The hundreds of children were taken back to Turkey, the boys “made” into
eunuchs, the girls given as booty to the Turkish overlords.
The evil and vicious Turks. Papou (grandpa) wasn’t joking.
My grandparents were born on the island
of Crete, which still occupied by the Ottomans until a final revolution in 1905,
and hence were subjects of the Sultan of the Ottoman Empire.
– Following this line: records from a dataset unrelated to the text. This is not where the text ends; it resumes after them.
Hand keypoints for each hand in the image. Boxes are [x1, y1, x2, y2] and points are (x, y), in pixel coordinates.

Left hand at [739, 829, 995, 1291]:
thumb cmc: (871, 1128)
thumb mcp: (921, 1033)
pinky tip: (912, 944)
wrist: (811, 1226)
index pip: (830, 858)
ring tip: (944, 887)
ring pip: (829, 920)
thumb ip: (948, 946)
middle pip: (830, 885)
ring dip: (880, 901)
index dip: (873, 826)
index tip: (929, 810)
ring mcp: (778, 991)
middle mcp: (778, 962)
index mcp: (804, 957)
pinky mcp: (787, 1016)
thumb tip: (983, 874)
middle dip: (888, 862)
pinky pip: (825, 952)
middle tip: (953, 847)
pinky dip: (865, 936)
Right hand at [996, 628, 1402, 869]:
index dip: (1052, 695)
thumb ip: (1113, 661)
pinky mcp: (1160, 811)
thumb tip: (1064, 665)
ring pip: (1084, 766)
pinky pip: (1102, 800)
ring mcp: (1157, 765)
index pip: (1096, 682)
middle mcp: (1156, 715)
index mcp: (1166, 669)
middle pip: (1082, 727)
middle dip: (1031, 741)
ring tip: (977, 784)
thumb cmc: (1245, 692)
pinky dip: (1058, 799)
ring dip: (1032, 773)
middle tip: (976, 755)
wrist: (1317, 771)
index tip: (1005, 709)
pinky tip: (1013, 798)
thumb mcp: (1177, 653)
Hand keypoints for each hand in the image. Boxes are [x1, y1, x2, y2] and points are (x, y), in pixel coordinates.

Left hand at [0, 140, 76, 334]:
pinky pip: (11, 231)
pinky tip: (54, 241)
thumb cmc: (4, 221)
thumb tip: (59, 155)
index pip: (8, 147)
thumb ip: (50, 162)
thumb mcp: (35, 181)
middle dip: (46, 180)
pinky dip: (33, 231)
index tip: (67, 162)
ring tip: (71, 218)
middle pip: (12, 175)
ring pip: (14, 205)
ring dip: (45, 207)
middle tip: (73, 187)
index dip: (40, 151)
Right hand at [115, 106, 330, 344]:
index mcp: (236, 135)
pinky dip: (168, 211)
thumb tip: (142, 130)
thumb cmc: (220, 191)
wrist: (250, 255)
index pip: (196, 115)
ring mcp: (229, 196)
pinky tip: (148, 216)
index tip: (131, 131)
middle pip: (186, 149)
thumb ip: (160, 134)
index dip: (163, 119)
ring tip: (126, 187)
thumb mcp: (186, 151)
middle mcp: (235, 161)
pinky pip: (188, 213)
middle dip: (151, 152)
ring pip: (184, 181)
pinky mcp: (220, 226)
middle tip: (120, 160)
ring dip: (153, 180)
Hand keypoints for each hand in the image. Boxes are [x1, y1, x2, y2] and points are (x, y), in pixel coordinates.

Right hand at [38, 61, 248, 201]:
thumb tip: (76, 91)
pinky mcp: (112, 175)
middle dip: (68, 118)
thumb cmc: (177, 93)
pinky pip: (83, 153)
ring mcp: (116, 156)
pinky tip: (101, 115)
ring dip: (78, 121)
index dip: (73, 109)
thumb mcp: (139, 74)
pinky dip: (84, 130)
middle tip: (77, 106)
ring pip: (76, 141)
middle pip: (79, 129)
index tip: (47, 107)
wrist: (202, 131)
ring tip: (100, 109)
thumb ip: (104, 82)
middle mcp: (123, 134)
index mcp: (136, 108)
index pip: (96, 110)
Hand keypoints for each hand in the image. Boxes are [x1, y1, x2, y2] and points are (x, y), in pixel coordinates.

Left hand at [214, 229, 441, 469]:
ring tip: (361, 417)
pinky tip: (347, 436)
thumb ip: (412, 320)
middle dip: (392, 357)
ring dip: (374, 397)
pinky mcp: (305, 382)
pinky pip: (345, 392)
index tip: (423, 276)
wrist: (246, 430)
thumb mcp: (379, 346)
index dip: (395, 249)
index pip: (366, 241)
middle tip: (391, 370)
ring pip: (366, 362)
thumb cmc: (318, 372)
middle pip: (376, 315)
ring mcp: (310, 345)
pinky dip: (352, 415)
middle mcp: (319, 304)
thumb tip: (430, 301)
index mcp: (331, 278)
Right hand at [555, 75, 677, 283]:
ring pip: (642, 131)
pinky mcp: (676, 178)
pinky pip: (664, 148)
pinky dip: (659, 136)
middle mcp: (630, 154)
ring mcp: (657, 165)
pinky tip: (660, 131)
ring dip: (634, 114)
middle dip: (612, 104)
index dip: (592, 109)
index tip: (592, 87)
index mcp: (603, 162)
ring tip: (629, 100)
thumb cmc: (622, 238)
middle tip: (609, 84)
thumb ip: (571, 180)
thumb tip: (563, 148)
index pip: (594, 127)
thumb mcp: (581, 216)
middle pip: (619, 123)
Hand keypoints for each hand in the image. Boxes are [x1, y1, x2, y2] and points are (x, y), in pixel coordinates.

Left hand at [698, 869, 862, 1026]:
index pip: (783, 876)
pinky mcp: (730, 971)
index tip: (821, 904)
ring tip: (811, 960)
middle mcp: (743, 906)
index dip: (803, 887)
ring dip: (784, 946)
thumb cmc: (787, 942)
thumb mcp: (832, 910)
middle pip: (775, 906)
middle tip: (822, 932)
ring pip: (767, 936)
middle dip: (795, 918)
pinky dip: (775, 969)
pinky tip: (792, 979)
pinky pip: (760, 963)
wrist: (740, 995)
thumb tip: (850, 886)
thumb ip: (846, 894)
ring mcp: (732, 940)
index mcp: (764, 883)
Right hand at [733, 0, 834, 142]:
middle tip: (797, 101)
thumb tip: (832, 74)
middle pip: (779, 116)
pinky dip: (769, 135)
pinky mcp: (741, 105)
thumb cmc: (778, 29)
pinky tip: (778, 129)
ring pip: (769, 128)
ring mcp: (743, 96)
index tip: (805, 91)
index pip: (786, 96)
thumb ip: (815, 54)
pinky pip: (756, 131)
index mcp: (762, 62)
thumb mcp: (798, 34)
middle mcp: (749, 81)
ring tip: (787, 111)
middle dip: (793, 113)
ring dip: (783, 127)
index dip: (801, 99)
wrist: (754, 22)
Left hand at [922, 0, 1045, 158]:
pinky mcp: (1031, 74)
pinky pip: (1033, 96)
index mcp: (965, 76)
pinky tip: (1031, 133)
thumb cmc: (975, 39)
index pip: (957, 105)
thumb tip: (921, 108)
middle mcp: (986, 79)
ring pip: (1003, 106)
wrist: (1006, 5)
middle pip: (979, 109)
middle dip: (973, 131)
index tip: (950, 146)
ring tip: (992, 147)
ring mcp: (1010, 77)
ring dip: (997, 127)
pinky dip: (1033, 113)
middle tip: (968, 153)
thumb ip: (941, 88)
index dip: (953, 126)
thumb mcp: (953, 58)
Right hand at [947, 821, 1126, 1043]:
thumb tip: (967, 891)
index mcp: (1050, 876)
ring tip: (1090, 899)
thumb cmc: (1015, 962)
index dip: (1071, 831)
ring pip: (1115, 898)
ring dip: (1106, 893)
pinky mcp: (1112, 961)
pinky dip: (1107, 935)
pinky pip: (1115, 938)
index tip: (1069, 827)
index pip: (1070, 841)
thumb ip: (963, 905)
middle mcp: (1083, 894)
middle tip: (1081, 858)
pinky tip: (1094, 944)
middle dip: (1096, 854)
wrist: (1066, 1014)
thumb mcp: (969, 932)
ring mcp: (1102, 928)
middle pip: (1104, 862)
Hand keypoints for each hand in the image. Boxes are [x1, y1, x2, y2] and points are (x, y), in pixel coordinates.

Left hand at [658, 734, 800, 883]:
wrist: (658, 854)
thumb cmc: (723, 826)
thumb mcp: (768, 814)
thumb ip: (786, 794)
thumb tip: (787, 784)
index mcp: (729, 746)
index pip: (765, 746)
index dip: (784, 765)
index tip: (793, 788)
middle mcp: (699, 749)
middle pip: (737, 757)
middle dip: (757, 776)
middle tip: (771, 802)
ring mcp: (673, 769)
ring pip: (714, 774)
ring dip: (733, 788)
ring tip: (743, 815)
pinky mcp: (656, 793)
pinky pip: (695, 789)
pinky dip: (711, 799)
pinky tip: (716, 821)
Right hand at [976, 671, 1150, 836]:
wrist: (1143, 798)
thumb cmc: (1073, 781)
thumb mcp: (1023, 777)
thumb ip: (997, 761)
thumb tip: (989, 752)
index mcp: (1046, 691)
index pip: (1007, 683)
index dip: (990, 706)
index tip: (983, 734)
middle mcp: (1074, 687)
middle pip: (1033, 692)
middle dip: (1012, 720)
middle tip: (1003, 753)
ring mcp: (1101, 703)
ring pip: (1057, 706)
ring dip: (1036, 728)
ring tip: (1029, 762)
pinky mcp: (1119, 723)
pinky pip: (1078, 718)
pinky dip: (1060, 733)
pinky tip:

It is no wonder
that my grandfather welcomed the opportunity to leave New York City, with 100
other Cretans, just a few years after he had arrived, to fight the Turks in
northern Greece in 1912. It was time for justice and he wasted no time. His
sword was sharpened and he was ready to take some heads. But sadly, his twin
brother lost his own head in battle.
So, running along the cliff’s
edge, this sweep of history raced through my mind with every step. After passing
by the old Venetian tower, I took a track down toward the sea in a wild,
overgrown landscape. At one point I lept over an alarmingly large snake. When I
arrivd at Loutsa beach, I literally tumbled down an embankment on onto the
sand.
I landed unceremoniously a few feet from a
Swedish family—momma, pappa, and three teenage daughters—all in their
beautifully tanned birthday suits. After recovering from our mutual shock, we
all laughed about it, said hello, and I was on my way down the beach to do a
bit of my own sunbathing/swimming.
Nudity in Greece is hardly a
phenomenon that needs much in the way of explanation. By and large, foreigners and Greeks are respectful of local sensibilities--this is a socially conservative nation--and remain discrete.
But it just is, especially for the Germans, who introduced co-ed nude swimming in their own country in the nineteenth-century. It was, in fact, considered by doctors to be a healthy and necessary tonic for a life well lived, and it was and is encouraged.
But it just is, especially for the Germans, who introduced co-ed nude swimming in their own country in the nineteenth-century. It was, in fact, considered by doctors to be a healthy and necessary tonic for a life well lived, and it was and is encouraged.